Tips are often essential to maintaining the livelihood of workers in the service industry.
Aleyda Contreras

A tip of the paycheck

Exploring the ethical rights and wrongs of the service industry’s working environment

Tiredness whispers through you after six and a half hours of school, the weight of your eyelids a complement to the intense yearning for rest. However, there is one more thing you have to do: you trade your backpack for an apron, and rest becomes a lapsed fantasy.

You rush to work with no time for homework or a quick snack, just a swift punch into work, greeting customer after customer after customer, one “have a good day” after another.

Slowly, the jar at the counter is filled by consumers with gratitude, or by those looking to get rid of some spare change, sometimes a few cents, other times a few dollars.

Maybe the tip is left at the table, after you’ve plastered on your best smile, dipped your voice in honey, and served the meal with every ounce of grace you have.

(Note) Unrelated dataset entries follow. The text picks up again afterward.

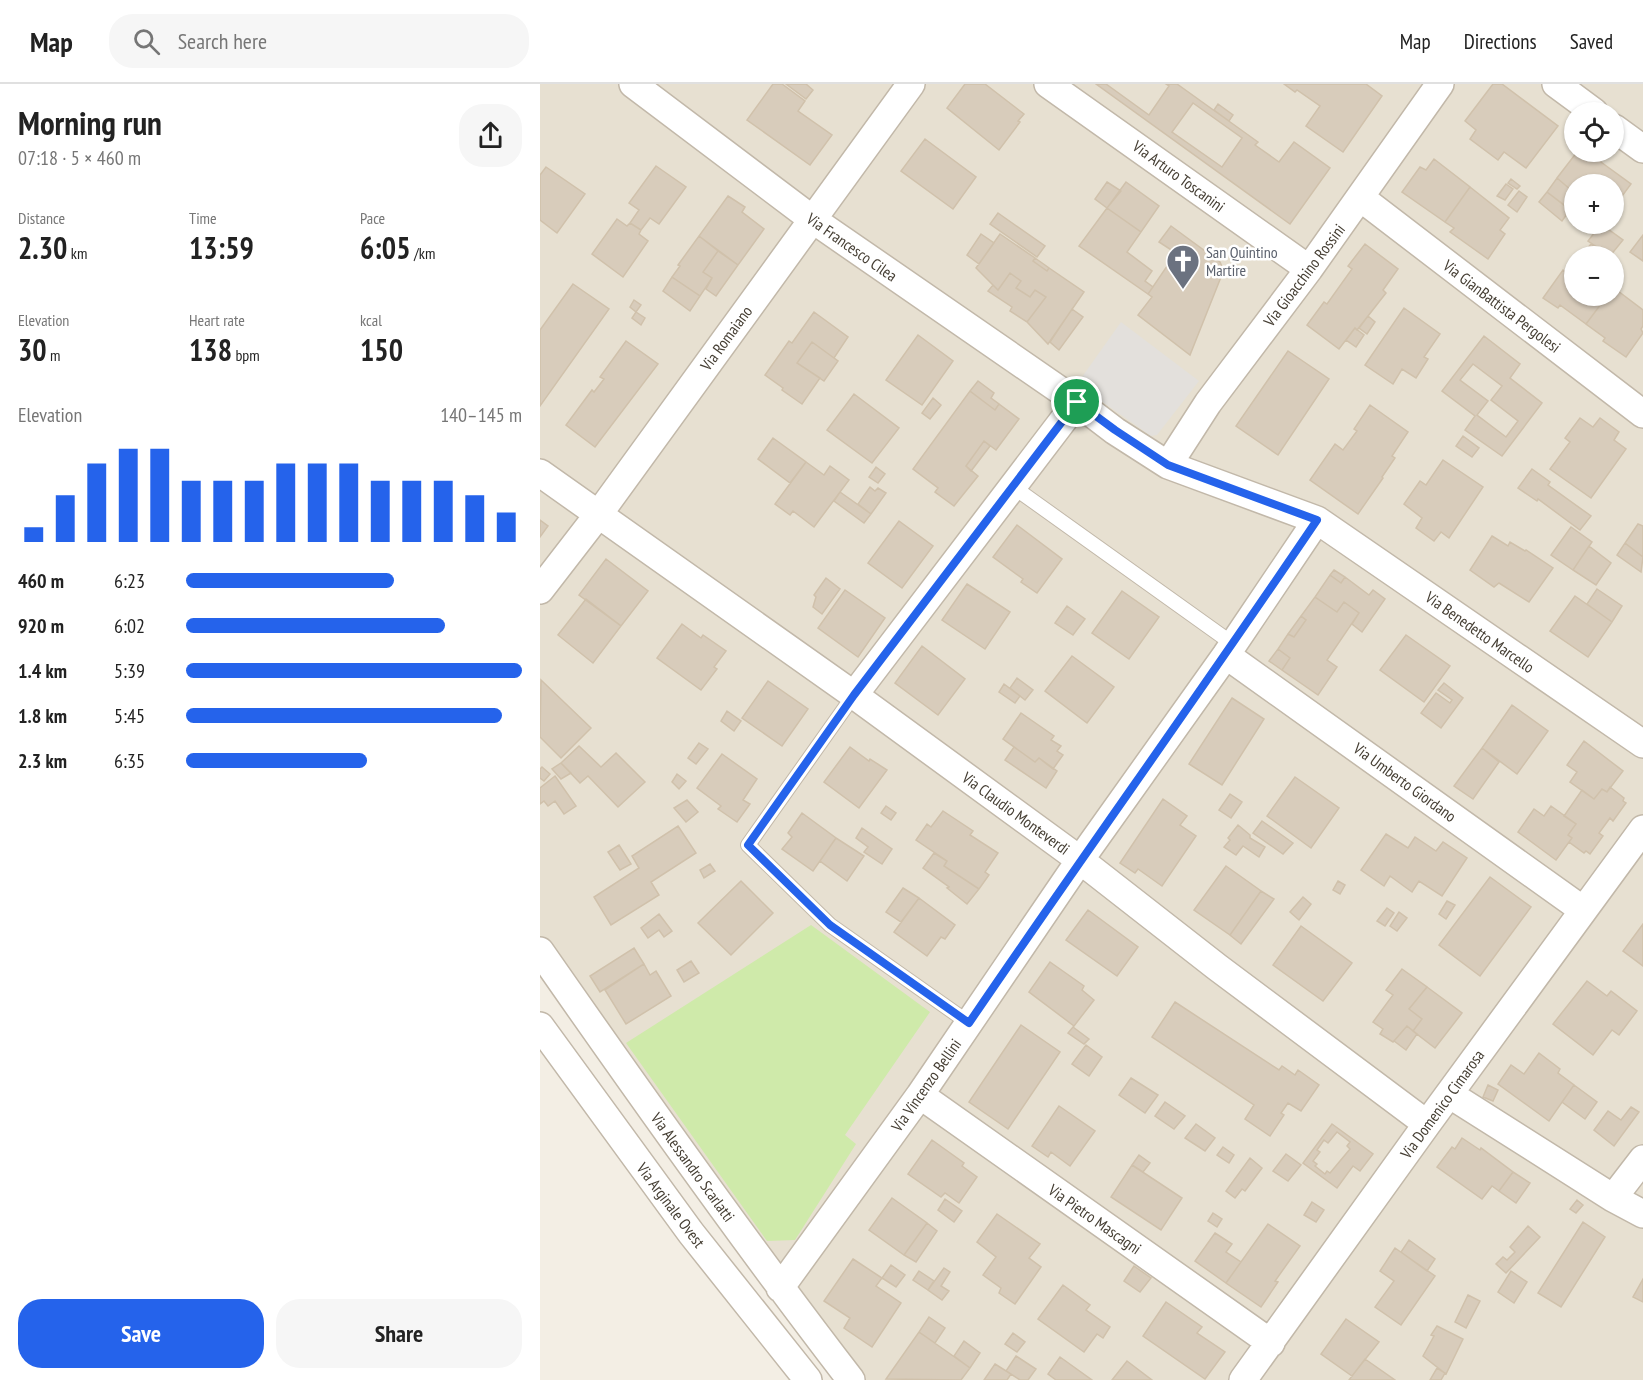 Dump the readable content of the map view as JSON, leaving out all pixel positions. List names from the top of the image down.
{
  "streets": {
    "street": [
      "Via Arturo Toscanini",
      "Via Francesco Cilea",
      "Via Gioacchino Rossini",
      "Via GianBattista Pergolesi",
      "Via Romaiano",
      "Via Benedetto Marcello",
      "Via Umberto Giordano",
      "Via Claudio Monteverdi",
      "Via Vincenzo Bellini",
      "Via Domenico Cimarosa",
      "Via Alessandro Scarlatti",
      "Via Arginale Ovest",
      "Via Pietro Mascagni"
    ]
  },
  "crossings": [
    ["Via Arturo Toscanini", "Via Gioacchino Rossini"],
    ["Via Francesco Cilea", "Via Gioacchino Rossini"],
    ["Via Francesco Cilea", "Via Romaiano"],
    ["Via Francesco Cilea", "Via Benedetto Marcello"],
    ["Via Gioacchino Rossini", "Via GianBattista Pergolesi"],
    ["Via Gioacchino Rossini", "Via Benedetto Marcello"],
    ["Via Romaiano", "Via Claudio Monteverdi"],
    ["Via Benedetto Marcello", "Via Vincenzo Bellini"],
    ["Via Umberto Giordano", "Via Vincenzo Bellini"],
    ["Via Umberto Giordano", "Via Domenico Cimarosa"],
    ["Via Claudio Monteverdi", "Via Vincenzo Bellini"],
    ["Via Claudio Monteverdi", "Via Domenico Cimarosa"],
    ["Via Vincenzo Bellini", "Via Alessandro Scarlatti"],
    ["Via Vincenzo Bellini", "Via Pietro Mascagni"],
    ["Via Domenico Cimarosa", "Via Pietro Mascagni"]
  ],
  "places": {
    "church": ["San Quintino Martire"]
  },
  "page": {
    "header": "Map",
    "search": "Search here",
    "nav": ["Map", "Directions", "Saved"],
    "heading": ["Morning run", "07:18 · 5 × 460 m"],
    "map_buttons": ["+", "−"],
    "stats": [
      ["Distance", "2.30 km"],
      ["Time", "13:59"],
      ["Pace", "6:05 /km"],
      ["Elevation", "30 m"],
      ["Heart rate", "138 bpm"],
      ["kcal", "150"]
    ],
    "chart": ["Elevation", "140–145 m"],
    "list": [
      {
        "name": "460 m",
        "note": "6:23"
      },
      {
        "name": "920 m",
        "note": "6:02"
      },
      {
        "name": "1.4 km",
        "note": "5:39"
      },
      {
        "name": "1.8 km",
        "note": "5:45"
      },
      {
        "name": "2.3 km",
        "note": "6:35"
      }
    ],
    "buttons": ["Save", "Share"]
  }
}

Perhaps the table was rude, but you’ve served them, and the $5 bill under the salt shaker is your validation. Either way, at the end of the day, you punch out, and it’s time to head home.

On a good day, you serve customers and get paid.

On a bad day, things can get worse.

As of 2018, there were 15.1 million employees in the restaurant industry; 1.7 million of them are teens in the United States, according to the Center for Economic and Policy Research.

In most of these establishments, workers and customers have become accustomed to the willing gratitude known as a tip. In many industries, they have become conspicuously expected. However, various employers lower wages, anticipating that tips will make up for the rest.

How tips impact youth workers

Tips are what a customer will personally pay a server for their services, which are determined throughout their meal. 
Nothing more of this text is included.